Tempus AI Inc. (NASDAQ: TEM) announced on June 25 2026 that it has entered a research collaboration with Angiosarcoma Awareness, Inc. The partnership aims to assemble one of the largest molecular datasets for angiosarcoma, a rare and aggressive cancer. According to the company’s press release, the collaboration will generate approximately 600 de‑identified patient records that include paired DNA and RNA sequencing.

The move follows a recent multi‑center validation of Tempus’s ECG‑AF software, which predicts the one‑year risk of atrial fibrillation or atrial flutter from 12‑lead electrocardiograms. The study, published in the journal Heart Rhythm, received U.S. Food and Drug Administration clearance in 2024 and was reported by the company on June 11 2026.

In the weeks after the Angiosarcoma announcement, TEM’s share price rose 29.8 % over 30 days and 27.4 % over 90 days. The year‑to‑date return is down 3.3 %, and the one‑year total shareholder return is down 1.1 % from a recent price of $60.27. The company’s market value is currently trading at a price‑to‑sales ratio of 7.9×, higher than the 4.7× average for comparable life‑sciences peers and the 4.0× average for the broader U.S. life‑sciences sector.

According to a valuation model published by Simply Wall St, TEM’s fair value is $65.90. The model assumes a growth runway that would lift the company’s earnings multiple to a level that reflects the premium implied by its current P/S ratio. The valuation also incorporates expectations of rising profitability as the company expands its data platform.

Tempus describes itself as a healthcare technology company that uses data and artificial intelligence to deliver precision‑medicine services across oncology, cardiology, radiology, and mental health.
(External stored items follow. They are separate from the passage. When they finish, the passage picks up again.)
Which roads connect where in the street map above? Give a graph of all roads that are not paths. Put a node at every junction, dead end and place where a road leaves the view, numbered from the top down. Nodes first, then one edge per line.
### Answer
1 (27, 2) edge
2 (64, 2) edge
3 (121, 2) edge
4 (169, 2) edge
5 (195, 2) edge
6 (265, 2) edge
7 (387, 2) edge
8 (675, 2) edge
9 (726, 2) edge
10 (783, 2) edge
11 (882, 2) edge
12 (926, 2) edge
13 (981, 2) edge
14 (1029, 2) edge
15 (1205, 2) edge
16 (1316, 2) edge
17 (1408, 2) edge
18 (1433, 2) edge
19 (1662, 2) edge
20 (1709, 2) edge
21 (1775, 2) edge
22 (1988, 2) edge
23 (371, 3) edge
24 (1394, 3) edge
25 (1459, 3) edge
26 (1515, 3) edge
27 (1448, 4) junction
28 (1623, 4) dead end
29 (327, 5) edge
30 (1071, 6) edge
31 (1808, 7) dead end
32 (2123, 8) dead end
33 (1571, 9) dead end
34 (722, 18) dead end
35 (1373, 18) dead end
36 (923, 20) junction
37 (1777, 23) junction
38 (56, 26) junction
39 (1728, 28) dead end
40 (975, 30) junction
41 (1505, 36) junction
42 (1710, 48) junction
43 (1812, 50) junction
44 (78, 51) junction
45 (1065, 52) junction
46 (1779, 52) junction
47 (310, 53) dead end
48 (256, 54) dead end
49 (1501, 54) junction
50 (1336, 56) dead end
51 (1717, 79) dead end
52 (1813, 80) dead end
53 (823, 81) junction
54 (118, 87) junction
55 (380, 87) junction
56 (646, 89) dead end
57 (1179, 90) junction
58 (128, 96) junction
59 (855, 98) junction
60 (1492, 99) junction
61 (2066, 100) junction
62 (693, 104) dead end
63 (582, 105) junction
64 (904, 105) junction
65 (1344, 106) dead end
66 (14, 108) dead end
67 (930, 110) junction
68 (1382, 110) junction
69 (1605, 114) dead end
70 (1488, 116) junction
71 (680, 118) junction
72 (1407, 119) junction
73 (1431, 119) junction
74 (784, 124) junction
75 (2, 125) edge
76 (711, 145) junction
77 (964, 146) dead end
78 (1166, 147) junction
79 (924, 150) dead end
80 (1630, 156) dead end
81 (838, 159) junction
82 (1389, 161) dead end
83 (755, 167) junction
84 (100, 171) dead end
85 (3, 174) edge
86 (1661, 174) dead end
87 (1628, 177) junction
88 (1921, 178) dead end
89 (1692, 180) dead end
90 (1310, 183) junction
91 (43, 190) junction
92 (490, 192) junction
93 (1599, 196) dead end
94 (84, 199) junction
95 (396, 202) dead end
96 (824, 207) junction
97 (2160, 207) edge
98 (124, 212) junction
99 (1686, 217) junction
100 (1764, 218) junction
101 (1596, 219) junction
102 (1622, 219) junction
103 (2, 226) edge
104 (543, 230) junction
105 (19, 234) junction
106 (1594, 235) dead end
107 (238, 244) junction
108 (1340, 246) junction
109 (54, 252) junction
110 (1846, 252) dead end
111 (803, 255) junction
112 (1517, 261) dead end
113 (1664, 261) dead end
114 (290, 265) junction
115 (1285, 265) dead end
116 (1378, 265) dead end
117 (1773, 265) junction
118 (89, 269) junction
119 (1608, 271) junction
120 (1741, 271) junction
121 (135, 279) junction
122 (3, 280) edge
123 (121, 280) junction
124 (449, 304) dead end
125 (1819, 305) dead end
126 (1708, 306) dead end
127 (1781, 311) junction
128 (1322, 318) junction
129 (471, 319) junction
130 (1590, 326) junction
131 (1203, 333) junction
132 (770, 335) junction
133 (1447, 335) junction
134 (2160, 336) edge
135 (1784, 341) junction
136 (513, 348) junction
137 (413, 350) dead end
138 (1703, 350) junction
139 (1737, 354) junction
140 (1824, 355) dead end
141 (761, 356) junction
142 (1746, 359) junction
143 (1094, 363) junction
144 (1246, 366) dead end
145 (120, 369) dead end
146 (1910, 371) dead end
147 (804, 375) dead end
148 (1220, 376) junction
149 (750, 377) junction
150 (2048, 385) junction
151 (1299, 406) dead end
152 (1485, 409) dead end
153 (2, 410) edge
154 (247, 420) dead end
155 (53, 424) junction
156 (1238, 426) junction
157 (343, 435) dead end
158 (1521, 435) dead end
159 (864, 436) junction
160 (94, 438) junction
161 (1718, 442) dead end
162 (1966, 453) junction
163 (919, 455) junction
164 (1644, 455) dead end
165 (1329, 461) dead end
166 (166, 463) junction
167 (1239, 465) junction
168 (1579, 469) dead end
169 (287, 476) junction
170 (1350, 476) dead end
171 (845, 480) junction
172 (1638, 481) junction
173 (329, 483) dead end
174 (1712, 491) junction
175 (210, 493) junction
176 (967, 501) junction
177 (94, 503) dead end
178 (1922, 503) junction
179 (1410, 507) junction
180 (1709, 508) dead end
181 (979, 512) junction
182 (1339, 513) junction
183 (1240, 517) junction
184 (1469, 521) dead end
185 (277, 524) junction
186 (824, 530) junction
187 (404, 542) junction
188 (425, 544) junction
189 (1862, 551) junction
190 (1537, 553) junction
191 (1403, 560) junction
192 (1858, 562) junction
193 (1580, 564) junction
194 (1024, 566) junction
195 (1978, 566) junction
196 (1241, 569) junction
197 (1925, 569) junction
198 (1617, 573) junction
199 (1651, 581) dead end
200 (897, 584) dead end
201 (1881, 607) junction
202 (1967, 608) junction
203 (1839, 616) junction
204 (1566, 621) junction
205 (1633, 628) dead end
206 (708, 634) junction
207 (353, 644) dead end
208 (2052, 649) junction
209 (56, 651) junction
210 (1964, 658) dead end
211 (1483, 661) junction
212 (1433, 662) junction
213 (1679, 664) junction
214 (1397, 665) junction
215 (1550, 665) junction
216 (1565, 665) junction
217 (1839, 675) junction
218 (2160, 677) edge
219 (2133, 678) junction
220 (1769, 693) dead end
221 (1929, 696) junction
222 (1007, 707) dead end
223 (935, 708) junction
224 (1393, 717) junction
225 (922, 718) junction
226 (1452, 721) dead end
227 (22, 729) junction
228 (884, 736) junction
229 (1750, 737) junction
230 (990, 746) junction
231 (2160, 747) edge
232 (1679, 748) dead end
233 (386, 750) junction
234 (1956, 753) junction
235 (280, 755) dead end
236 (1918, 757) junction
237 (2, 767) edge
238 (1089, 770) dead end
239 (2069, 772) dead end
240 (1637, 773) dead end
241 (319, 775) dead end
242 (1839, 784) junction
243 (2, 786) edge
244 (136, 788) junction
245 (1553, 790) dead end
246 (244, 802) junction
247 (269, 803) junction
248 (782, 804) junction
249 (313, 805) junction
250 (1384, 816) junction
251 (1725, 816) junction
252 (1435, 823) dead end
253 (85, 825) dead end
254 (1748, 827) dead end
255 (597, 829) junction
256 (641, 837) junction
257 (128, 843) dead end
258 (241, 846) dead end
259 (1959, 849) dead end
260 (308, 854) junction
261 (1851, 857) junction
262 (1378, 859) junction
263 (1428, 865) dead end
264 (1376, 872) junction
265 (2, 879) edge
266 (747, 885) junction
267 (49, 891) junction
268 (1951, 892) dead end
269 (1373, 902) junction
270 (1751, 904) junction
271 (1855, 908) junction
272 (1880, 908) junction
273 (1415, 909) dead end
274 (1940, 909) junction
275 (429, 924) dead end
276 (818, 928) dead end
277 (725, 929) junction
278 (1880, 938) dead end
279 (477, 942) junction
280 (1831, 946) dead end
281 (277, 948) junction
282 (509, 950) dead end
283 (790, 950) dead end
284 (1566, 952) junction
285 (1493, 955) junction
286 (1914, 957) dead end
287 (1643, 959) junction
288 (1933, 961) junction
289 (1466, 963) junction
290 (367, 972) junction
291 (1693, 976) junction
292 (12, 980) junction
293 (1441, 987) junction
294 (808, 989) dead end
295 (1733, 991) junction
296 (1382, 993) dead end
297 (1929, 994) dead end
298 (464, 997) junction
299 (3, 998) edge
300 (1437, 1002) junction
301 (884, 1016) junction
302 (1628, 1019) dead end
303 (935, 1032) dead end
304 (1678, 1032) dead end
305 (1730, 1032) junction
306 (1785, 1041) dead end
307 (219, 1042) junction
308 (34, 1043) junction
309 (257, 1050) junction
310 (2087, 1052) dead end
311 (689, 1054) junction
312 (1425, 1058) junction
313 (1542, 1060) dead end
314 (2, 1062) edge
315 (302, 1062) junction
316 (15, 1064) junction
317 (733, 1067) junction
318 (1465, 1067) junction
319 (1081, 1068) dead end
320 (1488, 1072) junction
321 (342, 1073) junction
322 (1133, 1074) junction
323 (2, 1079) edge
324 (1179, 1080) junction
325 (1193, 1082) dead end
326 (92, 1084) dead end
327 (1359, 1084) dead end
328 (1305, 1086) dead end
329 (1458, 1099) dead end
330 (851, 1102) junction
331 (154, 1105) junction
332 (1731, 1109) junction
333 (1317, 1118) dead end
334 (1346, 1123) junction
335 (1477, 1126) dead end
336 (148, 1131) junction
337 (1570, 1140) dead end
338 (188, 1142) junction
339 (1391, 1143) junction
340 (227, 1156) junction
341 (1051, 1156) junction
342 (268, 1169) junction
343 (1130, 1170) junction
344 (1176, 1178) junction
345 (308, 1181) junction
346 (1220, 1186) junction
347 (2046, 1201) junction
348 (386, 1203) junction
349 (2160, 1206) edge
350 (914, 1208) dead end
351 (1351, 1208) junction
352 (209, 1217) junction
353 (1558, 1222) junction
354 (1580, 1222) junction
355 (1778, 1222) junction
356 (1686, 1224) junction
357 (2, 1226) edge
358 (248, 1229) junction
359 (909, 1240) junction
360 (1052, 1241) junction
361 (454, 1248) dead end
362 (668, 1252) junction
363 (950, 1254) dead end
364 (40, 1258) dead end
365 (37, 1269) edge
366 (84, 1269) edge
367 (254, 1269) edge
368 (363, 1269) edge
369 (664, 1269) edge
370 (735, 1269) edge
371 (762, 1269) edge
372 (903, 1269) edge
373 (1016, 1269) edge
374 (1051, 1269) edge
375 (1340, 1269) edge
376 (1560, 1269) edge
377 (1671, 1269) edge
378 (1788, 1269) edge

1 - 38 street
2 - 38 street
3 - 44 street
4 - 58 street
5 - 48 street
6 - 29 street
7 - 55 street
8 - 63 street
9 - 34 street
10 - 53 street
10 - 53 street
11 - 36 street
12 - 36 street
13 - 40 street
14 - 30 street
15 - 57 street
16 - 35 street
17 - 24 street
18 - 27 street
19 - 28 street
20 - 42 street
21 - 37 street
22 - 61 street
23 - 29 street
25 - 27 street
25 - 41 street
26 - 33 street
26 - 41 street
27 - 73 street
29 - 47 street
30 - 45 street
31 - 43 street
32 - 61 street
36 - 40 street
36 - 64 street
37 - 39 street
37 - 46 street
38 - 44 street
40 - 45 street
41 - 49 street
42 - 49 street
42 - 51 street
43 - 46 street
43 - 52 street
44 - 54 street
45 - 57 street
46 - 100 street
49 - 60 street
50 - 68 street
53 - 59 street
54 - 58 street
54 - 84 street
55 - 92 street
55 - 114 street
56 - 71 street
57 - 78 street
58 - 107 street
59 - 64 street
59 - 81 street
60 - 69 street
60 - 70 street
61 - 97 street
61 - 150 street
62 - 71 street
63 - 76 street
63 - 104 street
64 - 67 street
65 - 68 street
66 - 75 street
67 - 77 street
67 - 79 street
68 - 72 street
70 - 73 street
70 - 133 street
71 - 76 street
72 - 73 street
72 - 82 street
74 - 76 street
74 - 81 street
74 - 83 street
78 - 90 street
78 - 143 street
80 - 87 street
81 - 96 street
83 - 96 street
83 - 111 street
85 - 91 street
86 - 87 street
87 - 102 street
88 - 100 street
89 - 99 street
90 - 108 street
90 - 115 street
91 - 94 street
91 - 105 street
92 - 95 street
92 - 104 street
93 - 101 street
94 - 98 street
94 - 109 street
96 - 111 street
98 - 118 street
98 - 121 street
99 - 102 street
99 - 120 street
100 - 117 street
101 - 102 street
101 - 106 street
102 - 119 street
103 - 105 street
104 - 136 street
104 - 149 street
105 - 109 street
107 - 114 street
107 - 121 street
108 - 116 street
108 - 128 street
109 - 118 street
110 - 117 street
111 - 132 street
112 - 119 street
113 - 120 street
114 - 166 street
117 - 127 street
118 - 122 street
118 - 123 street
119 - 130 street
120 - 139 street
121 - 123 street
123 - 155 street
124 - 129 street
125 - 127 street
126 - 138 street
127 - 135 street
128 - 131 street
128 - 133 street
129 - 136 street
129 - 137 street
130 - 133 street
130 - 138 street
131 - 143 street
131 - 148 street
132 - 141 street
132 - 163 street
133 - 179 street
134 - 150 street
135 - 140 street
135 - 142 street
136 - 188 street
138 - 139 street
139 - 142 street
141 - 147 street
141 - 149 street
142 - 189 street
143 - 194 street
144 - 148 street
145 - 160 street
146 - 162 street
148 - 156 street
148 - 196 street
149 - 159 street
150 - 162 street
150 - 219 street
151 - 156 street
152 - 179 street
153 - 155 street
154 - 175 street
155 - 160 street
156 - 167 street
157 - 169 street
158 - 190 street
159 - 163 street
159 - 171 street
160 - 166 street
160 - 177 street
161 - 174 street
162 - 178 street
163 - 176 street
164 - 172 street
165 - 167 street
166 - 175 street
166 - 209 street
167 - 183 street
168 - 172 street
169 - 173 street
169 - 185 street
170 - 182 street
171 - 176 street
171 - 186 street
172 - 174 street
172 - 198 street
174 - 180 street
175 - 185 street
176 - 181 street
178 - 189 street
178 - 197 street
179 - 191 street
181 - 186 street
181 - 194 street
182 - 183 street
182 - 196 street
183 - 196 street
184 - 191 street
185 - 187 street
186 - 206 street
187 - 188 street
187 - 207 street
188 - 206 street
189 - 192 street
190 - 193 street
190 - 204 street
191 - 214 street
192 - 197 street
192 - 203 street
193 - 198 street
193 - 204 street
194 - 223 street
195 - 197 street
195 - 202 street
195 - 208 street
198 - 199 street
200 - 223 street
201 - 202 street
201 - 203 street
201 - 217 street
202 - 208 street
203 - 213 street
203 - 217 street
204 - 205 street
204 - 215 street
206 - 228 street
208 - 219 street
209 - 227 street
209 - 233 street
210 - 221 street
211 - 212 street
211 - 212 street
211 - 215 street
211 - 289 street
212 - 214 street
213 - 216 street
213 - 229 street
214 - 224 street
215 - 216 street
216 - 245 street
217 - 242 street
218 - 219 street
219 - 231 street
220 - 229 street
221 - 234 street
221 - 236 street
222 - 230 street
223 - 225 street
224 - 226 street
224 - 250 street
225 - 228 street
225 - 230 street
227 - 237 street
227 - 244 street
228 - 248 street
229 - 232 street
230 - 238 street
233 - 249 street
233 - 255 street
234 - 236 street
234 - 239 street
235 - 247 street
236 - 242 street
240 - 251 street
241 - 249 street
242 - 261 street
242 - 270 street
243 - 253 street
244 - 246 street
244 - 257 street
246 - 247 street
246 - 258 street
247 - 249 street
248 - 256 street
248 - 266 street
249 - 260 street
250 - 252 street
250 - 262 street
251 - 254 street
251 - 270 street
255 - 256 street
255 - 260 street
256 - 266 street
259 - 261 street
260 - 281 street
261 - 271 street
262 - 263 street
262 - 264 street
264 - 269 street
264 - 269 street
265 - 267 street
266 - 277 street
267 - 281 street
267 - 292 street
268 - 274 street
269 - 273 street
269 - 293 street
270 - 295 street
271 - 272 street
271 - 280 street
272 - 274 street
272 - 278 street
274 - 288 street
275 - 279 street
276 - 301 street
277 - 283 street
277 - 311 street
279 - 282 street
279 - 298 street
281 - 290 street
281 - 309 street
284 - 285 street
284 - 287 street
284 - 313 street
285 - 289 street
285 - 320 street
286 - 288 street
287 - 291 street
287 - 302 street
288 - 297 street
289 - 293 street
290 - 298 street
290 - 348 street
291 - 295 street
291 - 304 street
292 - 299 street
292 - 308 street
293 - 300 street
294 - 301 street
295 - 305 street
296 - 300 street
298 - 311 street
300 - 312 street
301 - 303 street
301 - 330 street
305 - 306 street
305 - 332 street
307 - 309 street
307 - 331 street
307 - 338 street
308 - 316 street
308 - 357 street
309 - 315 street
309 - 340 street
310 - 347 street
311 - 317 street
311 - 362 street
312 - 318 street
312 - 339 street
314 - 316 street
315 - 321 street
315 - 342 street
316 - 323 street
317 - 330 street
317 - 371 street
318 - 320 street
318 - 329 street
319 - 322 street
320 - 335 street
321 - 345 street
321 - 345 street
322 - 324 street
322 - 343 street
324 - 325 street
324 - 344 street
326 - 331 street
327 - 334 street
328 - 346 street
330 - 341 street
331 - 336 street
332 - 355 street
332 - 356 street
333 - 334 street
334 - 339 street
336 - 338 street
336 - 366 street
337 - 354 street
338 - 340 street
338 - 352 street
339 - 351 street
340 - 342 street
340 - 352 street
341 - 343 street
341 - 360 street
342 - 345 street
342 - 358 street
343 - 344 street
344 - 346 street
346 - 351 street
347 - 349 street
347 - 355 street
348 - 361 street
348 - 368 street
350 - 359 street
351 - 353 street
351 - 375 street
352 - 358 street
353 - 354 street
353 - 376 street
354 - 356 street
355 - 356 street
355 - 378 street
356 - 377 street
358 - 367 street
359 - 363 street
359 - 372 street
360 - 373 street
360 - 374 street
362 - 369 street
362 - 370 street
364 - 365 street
The company’s platform integrates diagnostics, genomic testing, clinical data, and AI applications, creating a network effect that the company says can accelerate discovery and improve patient outcomes.

The Angiosarcoma partnership is significant because the disease is so rare that few studies have ever included more than 100 patients. By aggregating genomic data from 600 patients, the collaboration could provide insights that are currently unavailable to researchers and clinicians. The dataset will be de‑identified and shared with the scientific community to support studies of disease biology, treatment response, and potential therapeutic targets.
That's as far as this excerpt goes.